E.U. leaders tried to persuade their Chinese counterparts at the Brussels summit to ease up on political and religious repression. They pointed to the "importance of concrete steps in the field of human rights and reaffirmed their commitment to further enhance co-operation and exchanges in this field on the basis of equality and mutual respect" and hinted that "concrete steps" were needed to help justify easing the arms ban.


Frustrated Chinese leaders quickly followed up with a series of "concrete steps." Two days later, Beijing ordered the arrest of a well-known Protestant "house-church" pastor in the central Chinese city of Zhengzhou. Four days later, police detained three well-known dissident writers. After their release, the writers told American friends, police were stationed outside their doors and followed them and their families wherever they went, "walking just two or three steps behind." On December 20, The New York Times reported that Li Boguang, a prominent human rights activist who has aided farmers in lawsuits against the government, had been arrested. The same day, Chen Ming, editor of the underground samizdat magazine China Reform, was taken away by police. On Christmas Eve, Chinese police detained another veteran dissident writer, Yang Tianshui, in what had clearly become a post-summit crackdown on independent intellectuals. On January 6, police arrested 69-year old Roman Catholic bishop Jia Zhiguo, who at least was grateful that he had been able to spend Christmas with his flock. And these were only the cases that were reported in the Western press.


Steps for the Administration and Congress

If Bush Administration diplomats truly want to derail the E.U.'s efforts to lift the embargo, they should:

  • Ignore the European Commission in Brussels, where France and Germany dominate, and focus on E.U. member states, particularly the new ones that still feel the sting of communist tyranny. The embargo will remain in place as long as even a handful of members deny that there is a "consensus" to lift it.
  • Focus on the fact that the E.U. arms embargo was levied on Beijing for massive human rights abuses in 1989 and that since then the human rights situation in China has only gotten worse. Lifting the embargo will do nothing except tell the Chinese people the Europe has forgotten Tiananmen.
  • Highlight China's record of conventional arms transfers to the third world, which have become a threat to Europe's armed forces. European countries have participated in peacekeeping operations in several of China's conventional weapons customers, such as Zaire, Sudan, Rwanda, Ivory Coast, and Zimbabwe (and even Liberia, which had diplomatic ties with Taiwan).
  • Finally, insist that dialogue on China be a part of all Atlantic Alliance strategic consultations and explore modalities for multilateral coordination of arms export policies.

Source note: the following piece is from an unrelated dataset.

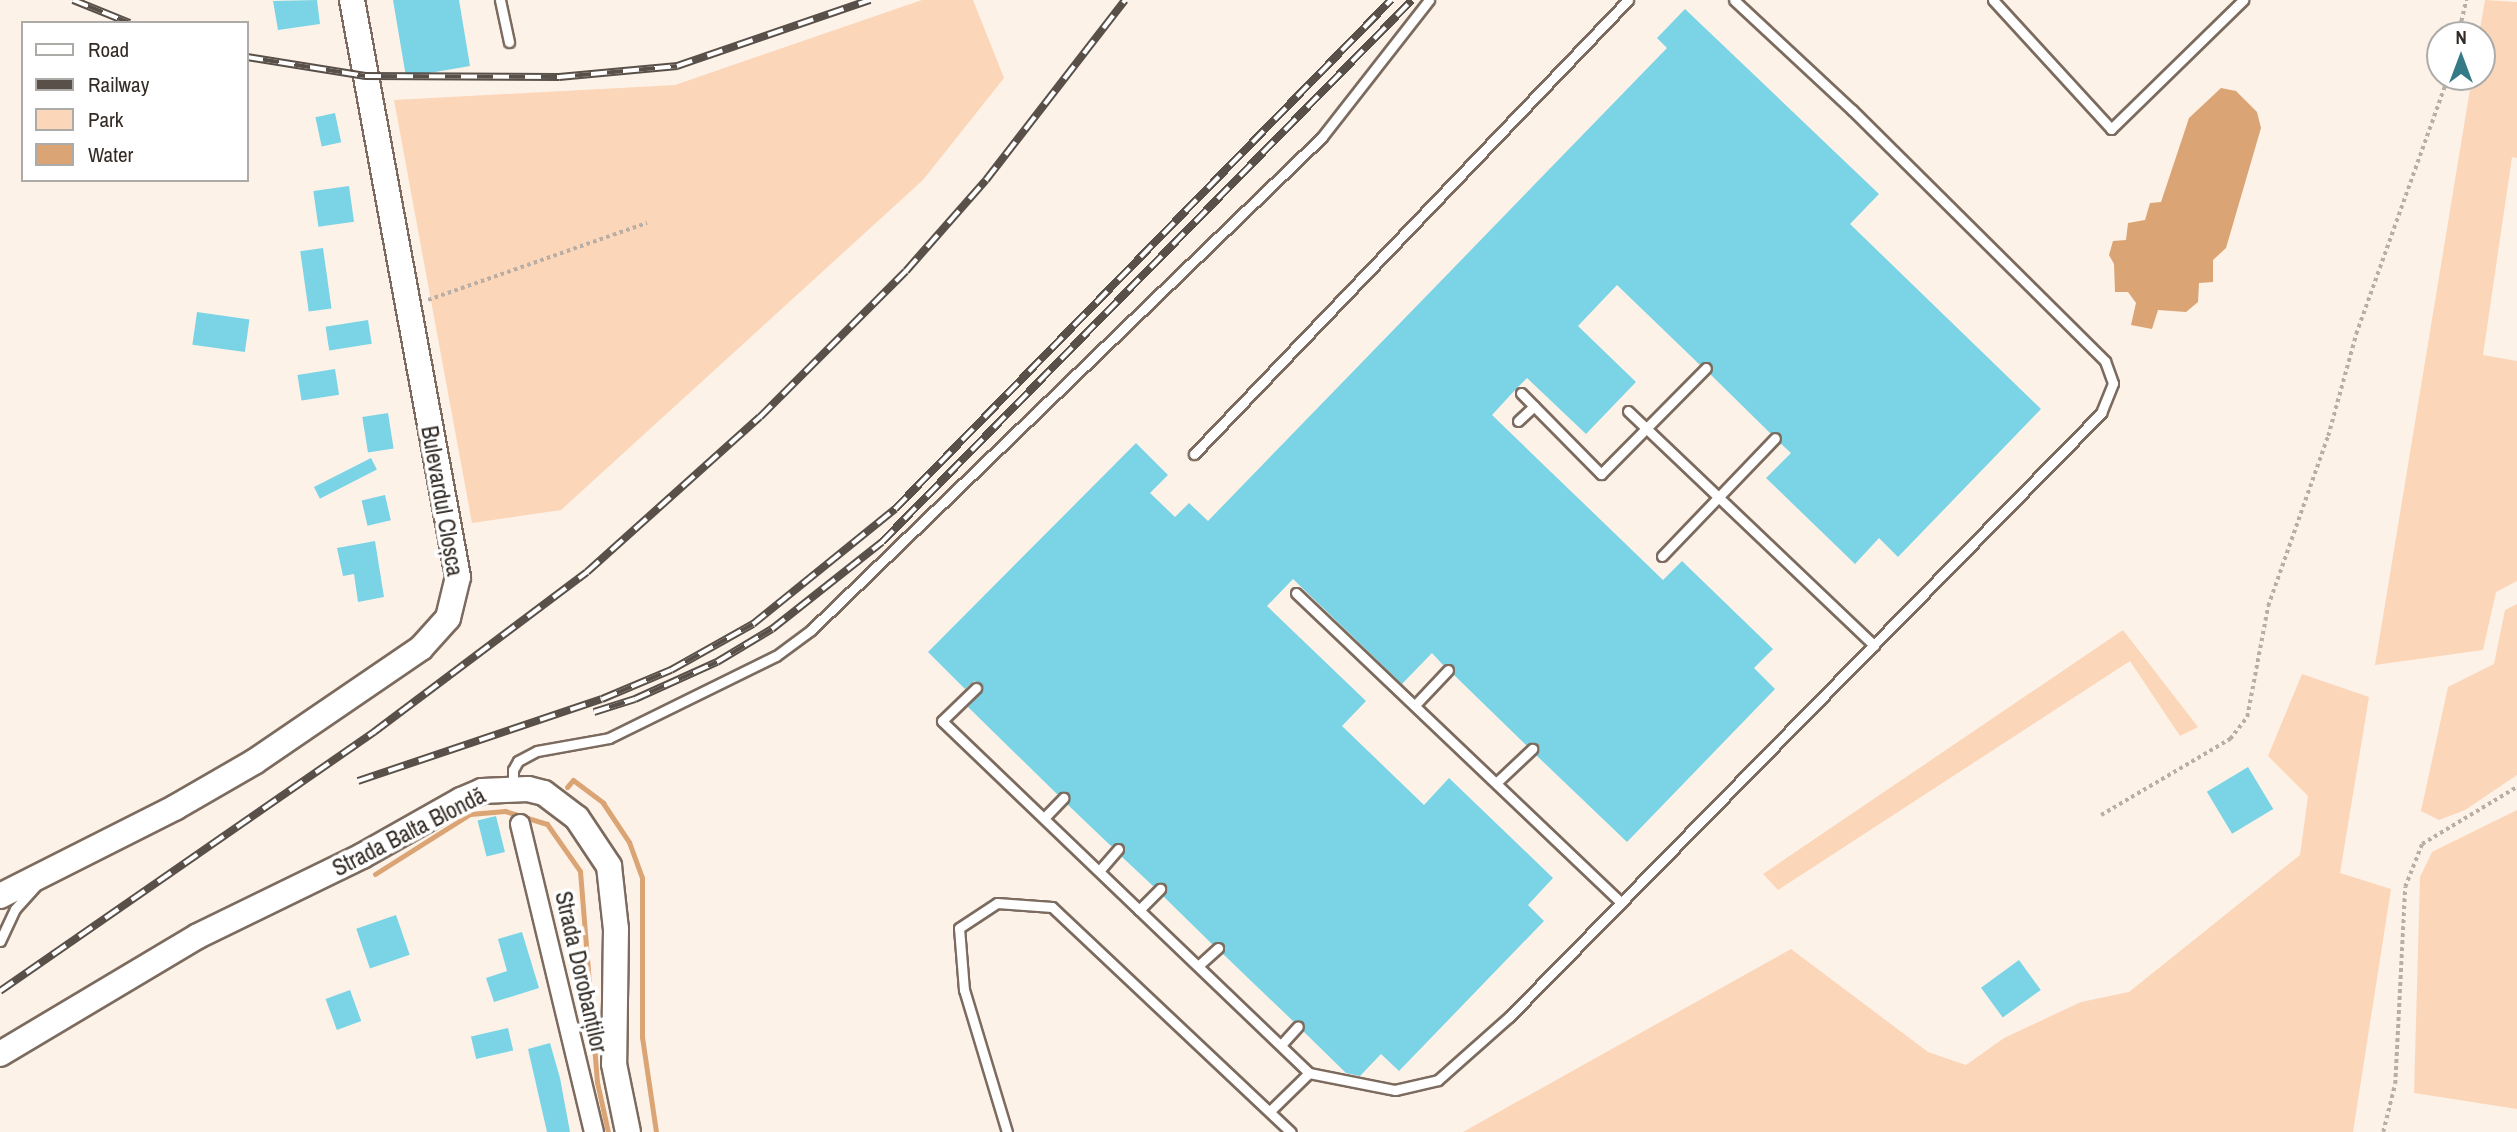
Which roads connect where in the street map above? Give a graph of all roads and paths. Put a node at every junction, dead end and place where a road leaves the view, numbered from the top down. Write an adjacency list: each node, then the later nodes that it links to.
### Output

Meanwhile, Congress should:

  • Pass language similar to that proposed last year to prohibit the Defense Department from buying products from foreign defense companies that sell China items similar to those found on the U.S. Munitions List for a period of five years. [1]

John J. Tkacik, Jr., is Research Fellow in China Policy in the Asian Studies Center at The Heritage Foundation.

[1] See, for example, Rep. Hostettler's amendment to the 2005 National Defense Authorization Act, Sec. 1214, H.R. 4200 EH.